:: Materials provided
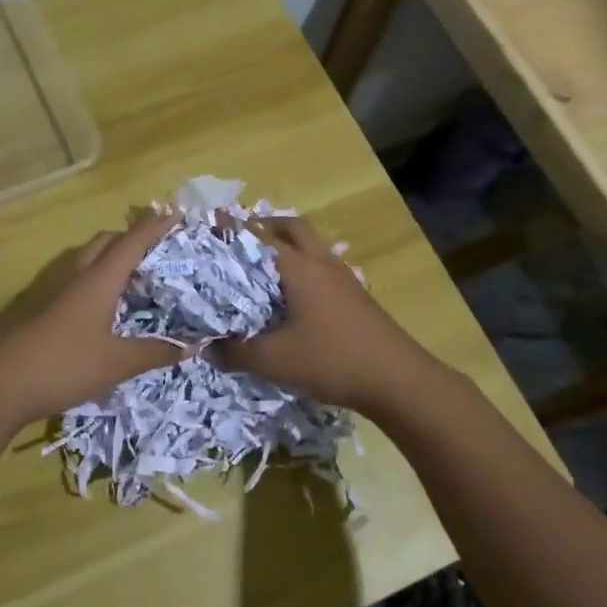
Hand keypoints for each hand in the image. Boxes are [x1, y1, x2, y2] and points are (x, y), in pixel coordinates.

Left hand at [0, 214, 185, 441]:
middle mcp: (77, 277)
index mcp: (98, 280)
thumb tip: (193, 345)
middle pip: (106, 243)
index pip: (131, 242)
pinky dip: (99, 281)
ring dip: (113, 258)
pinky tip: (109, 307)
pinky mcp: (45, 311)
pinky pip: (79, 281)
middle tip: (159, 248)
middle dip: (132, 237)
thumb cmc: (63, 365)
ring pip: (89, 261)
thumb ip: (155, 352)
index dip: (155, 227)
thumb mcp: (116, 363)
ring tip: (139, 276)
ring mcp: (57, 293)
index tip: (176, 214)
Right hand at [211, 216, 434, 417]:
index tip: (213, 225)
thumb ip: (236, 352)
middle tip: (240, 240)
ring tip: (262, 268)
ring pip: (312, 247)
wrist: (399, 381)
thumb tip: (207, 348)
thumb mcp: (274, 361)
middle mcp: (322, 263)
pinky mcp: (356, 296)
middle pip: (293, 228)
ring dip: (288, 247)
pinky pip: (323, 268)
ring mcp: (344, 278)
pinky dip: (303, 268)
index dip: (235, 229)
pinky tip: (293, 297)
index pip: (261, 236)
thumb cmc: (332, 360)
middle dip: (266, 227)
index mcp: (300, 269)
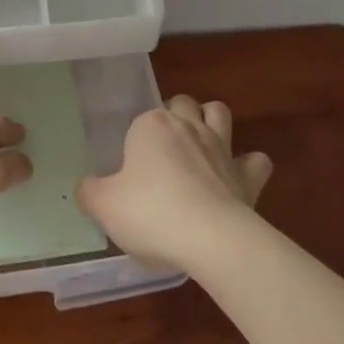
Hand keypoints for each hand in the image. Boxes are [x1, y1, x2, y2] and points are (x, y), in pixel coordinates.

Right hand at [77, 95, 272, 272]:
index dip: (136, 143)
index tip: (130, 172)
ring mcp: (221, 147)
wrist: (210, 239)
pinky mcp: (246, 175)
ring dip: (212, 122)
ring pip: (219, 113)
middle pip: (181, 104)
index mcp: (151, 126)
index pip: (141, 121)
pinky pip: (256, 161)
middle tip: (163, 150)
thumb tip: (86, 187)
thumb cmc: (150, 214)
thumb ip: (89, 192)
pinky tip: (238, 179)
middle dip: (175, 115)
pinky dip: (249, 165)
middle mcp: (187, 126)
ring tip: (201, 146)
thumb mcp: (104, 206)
::::
:: Materials provided
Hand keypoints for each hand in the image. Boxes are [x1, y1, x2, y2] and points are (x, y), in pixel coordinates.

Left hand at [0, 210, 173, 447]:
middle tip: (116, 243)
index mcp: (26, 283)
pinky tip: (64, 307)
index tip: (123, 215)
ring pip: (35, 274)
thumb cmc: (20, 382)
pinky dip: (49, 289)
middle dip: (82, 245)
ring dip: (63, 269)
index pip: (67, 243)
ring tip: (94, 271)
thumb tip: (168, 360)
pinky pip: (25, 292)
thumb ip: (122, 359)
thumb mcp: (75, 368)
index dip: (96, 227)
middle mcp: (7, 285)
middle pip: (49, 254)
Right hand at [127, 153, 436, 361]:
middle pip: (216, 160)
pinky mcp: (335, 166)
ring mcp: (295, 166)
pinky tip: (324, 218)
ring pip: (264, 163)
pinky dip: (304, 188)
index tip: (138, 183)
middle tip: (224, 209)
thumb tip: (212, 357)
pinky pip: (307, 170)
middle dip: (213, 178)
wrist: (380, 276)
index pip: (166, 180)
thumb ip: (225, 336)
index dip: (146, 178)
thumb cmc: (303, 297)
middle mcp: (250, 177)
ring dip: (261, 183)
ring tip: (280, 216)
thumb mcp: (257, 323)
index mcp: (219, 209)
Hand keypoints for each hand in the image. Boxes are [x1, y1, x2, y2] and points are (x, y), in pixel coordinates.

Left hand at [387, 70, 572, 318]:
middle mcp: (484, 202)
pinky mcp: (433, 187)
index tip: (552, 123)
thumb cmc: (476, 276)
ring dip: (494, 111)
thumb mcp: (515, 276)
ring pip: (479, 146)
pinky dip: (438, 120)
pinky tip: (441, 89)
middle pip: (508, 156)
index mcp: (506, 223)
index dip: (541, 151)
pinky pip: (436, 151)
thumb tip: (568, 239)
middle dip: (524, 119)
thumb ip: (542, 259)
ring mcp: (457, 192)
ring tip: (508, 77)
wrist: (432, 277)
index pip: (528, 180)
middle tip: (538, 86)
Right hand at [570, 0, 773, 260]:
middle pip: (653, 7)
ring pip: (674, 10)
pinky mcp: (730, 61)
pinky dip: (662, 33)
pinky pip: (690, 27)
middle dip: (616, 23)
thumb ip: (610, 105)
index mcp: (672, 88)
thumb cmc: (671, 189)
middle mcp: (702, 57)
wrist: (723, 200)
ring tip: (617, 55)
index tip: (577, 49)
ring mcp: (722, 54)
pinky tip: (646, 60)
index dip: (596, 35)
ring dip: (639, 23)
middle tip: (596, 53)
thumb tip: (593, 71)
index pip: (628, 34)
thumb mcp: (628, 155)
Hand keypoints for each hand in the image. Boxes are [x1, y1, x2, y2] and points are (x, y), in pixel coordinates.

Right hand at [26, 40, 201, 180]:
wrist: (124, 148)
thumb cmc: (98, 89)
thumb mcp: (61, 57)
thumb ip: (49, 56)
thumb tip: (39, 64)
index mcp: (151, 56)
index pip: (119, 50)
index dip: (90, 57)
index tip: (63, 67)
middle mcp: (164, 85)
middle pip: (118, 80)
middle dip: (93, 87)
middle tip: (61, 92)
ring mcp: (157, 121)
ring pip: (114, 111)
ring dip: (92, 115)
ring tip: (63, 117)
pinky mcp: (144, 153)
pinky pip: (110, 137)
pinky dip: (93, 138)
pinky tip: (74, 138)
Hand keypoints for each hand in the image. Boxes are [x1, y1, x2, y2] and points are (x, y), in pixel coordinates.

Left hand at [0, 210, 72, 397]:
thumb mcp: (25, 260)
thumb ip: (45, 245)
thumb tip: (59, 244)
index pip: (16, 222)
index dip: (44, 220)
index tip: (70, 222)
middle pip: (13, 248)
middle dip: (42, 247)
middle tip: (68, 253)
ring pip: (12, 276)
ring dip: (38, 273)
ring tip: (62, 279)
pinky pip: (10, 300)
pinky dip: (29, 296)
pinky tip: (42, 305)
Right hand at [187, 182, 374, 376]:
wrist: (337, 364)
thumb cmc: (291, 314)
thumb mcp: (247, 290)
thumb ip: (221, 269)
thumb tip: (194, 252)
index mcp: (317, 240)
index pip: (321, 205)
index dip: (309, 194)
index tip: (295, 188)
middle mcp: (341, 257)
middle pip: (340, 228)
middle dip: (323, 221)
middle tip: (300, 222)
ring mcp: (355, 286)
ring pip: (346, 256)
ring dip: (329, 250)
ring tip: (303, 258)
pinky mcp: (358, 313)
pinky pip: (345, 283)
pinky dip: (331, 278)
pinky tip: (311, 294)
::::
:: Materials provided
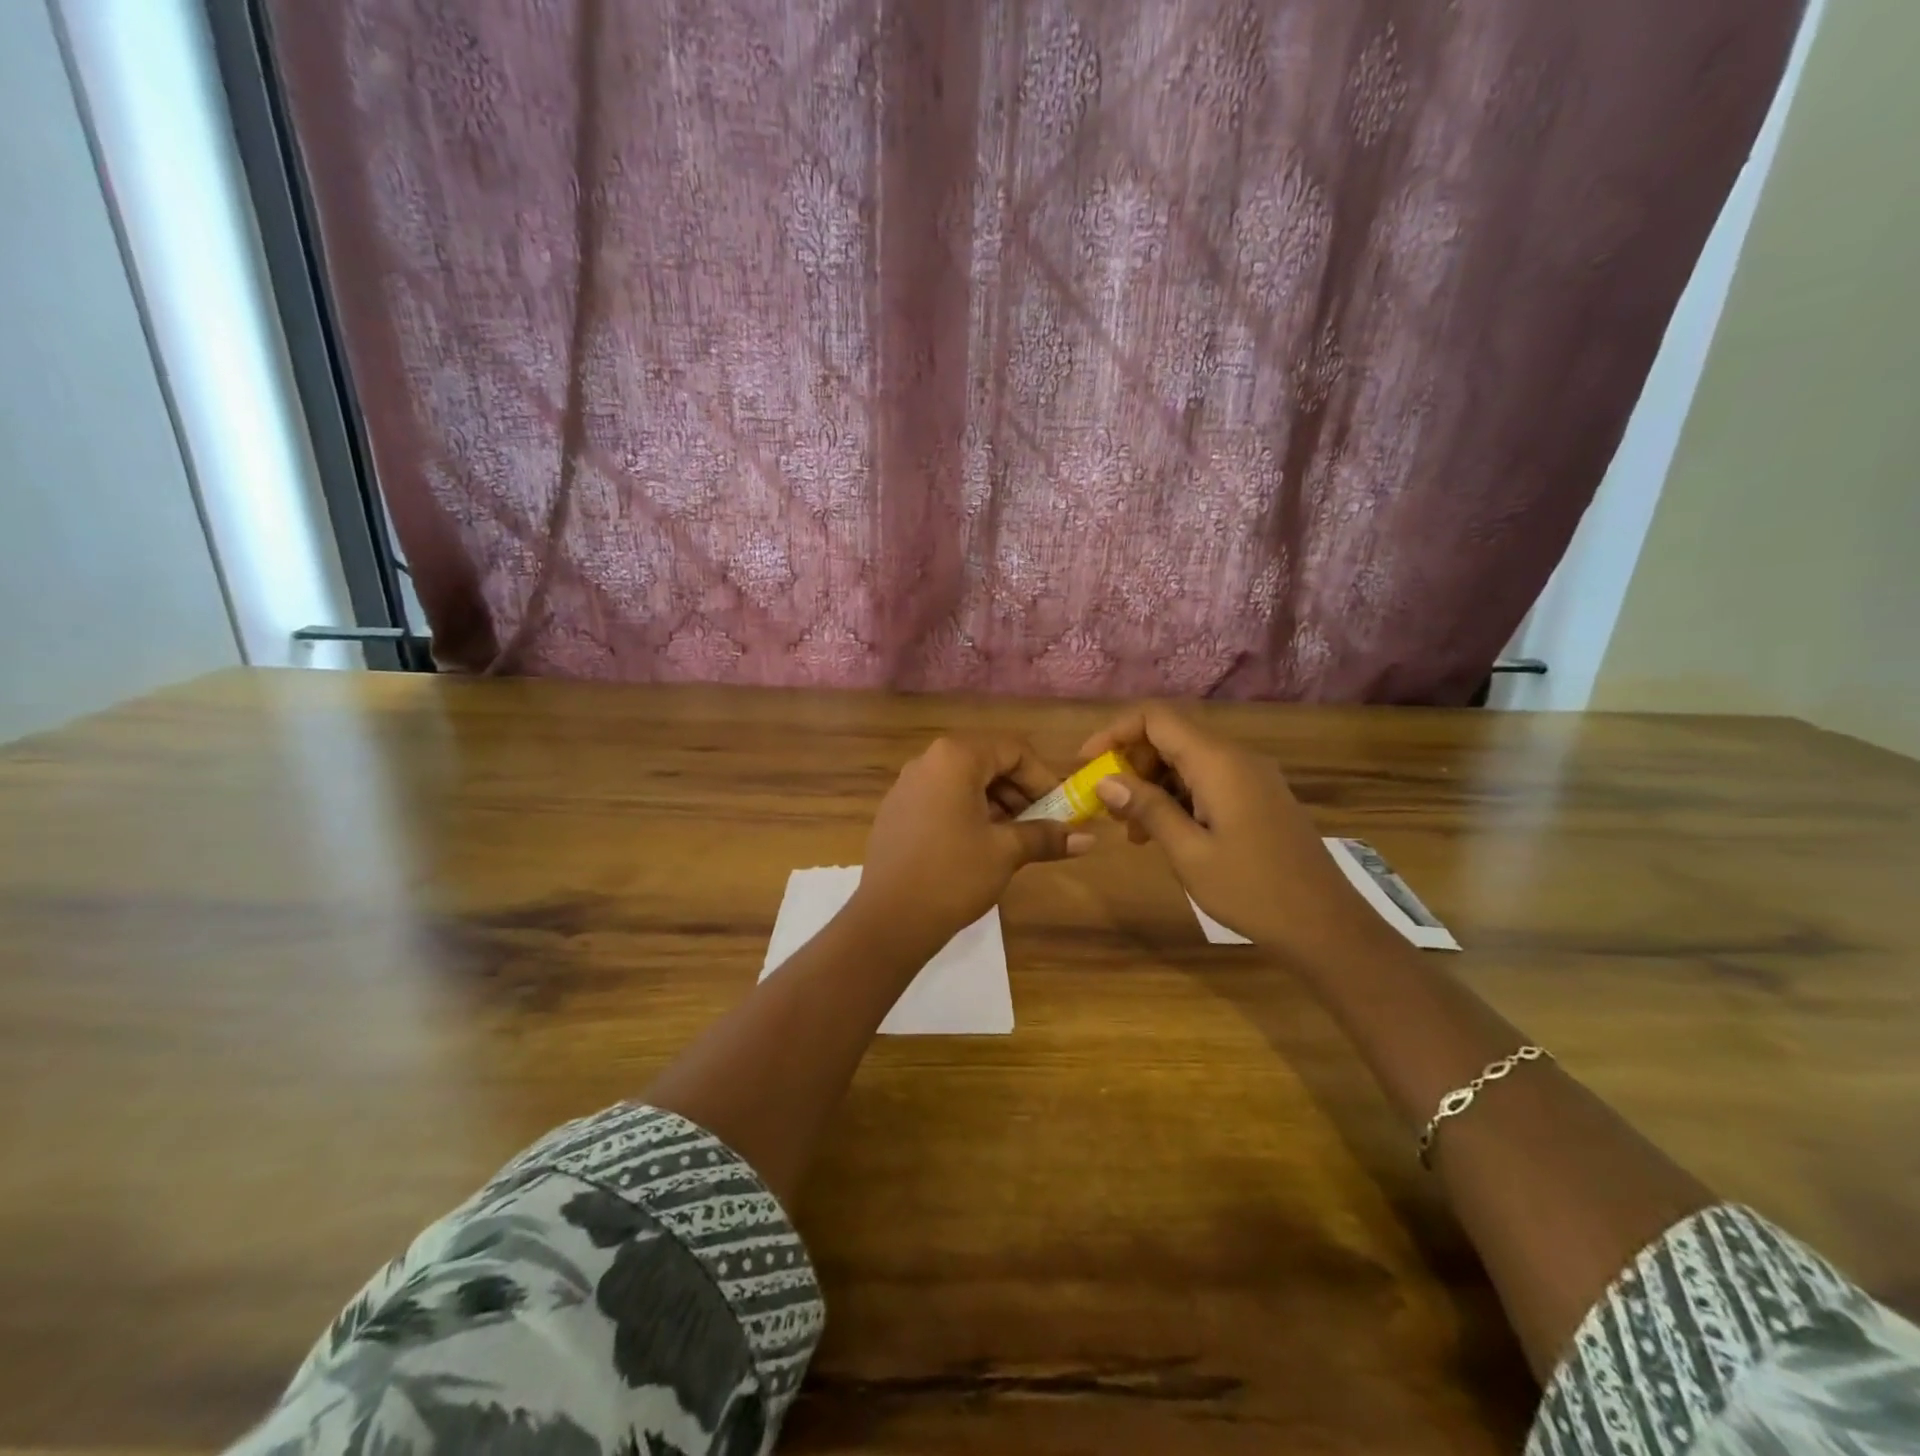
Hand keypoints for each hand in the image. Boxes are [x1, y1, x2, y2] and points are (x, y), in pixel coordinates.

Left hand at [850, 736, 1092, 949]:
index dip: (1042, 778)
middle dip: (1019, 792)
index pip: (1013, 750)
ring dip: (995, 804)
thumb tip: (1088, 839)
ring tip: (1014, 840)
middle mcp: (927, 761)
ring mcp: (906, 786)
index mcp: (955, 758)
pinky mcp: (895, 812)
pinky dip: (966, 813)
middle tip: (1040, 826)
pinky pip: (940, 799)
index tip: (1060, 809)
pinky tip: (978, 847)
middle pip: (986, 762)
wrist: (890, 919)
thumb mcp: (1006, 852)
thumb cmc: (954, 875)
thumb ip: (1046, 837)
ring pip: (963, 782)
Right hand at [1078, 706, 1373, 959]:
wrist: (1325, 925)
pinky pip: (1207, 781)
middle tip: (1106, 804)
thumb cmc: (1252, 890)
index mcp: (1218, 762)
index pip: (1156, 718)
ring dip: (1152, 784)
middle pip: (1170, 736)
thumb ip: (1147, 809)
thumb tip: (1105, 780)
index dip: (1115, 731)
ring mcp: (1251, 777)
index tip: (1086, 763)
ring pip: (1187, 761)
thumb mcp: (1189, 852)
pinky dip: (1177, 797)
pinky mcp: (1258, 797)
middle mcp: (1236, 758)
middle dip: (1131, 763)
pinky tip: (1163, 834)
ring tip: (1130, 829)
::::
**Directions for this task:**
Retype exactly the lines above, from the one with "middle mcp: (341, 257)" through the one with "pinky tip: (311, 294)", inclusive.

**Reply to the exercise:**
middle mcp: (341, 257)
middle pip: (340, 228)
middle dip: (323, 221)
middle tip: (300, 222)
ring mcp: (355, 286)
ring pip: (346, 256)
ring dip: (329, 250)
ring tip: (303, 258)
pinky mcp: (358, 313)
pinky pip: (345, 283)
pinky dip: (331, 278)
pinky tip: (311, 294)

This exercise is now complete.